Per questo crediamo sia importante non delegittimare il potenziale sovversivo dei free party, non cercare il dialogo con gli sbirri, non giustificarsi dicendo che “non stiamo facendo niente di male” o “non siamo criminali”: quando balliamo stiamo commettendo un reato. Il nostro posizionamento non è neutro: anche la festa è un momento conflittuale!
Il rave è un atto illegale e come tale implica il conflitto con l’autorità. Non vogliamo e non dobbiamo giustificarci agli occhi dello Stato, non vogliamo ottenere alcuna legittimità o riconoscimento. Rivendichiamo la nostra illegalità perché non vogliamo un posto nel loro sistema marcio, né tantomeno vogliamo essere accettati! Rivendichiamo la nostra illegalità perché sono loro ad imporre regole e leggi: non pensiamo che la creazione di TAZ sia un “diritto” da “liberi cittadini”, bensì un’azione concreta che ogni individuo può intraprendere per gettare le basi di un’esistenza autogestita, per gettare il cuore oltre l’ostacolo rappresentato da una realtà opprimente, di repressione, guerre e sfruttamento. Ed è nei confronti di questa realtà e delle loro leggi che ribadiamo tutto il nostro odio…
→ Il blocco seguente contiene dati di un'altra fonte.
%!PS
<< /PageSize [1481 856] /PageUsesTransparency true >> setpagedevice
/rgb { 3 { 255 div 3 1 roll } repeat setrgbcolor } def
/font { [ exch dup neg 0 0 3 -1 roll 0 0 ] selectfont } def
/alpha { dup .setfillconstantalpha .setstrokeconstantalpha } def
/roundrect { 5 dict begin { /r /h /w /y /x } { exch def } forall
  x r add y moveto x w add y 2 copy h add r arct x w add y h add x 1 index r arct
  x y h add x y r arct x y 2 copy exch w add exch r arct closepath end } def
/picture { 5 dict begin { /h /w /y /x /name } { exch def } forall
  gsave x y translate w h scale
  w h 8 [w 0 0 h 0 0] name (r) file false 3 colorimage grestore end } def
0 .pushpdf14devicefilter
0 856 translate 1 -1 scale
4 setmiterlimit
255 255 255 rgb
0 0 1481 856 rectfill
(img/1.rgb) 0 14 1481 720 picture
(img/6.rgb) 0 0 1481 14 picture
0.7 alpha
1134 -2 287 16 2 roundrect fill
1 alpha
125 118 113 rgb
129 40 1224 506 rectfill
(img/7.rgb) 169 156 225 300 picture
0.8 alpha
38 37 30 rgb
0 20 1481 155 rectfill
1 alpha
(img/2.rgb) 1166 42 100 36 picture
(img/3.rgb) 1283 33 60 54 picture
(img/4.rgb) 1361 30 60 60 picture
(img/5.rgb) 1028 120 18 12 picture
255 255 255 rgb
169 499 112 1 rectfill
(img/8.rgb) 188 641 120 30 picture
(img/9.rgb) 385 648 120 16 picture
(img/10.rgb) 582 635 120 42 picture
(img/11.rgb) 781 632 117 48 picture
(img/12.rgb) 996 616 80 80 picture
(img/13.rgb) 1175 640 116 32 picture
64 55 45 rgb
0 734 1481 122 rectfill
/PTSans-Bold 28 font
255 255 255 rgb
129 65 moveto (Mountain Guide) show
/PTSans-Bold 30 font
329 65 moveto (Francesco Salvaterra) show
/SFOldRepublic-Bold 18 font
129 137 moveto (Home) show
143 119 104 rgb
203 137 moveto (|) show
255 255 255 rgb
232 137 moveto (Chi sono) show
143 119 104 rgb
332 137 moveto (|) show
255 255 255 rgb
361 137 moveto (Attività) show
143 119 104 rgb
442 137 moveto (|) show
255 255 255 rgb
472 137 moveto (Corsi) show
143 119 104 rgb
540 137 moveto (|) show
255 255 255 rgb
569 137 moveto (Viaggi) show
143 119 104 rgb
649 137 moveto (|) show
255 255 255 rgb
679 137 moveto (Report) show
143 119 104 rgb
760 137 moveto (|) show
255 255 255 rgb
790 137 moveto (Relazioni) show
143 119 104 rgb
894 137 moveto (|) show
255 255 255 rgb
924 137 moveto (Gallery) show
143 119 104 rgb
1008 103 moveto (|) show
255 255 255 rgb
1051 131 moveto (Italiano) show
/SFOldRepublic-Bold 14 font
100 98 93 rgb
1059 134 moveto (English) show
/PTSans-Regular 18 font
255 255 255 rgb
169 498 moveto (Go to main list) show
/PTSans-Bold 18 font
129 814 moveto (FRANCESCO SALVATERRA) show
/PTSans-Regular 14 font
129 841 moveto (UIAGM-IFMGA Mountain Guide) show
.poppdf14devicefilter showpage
Perché una società che abolisce tutte le avventure, rende la distruzione di questa società l’unica avventura possibile.

Nemiche dello Stato

FREE PALESTINE

Siamo qui ma il nostro cuore e le nostre menti sono al fianco della Palestina, per lo stop immediato del massacro in corso e contro tutti i governi che lo stanno avallando.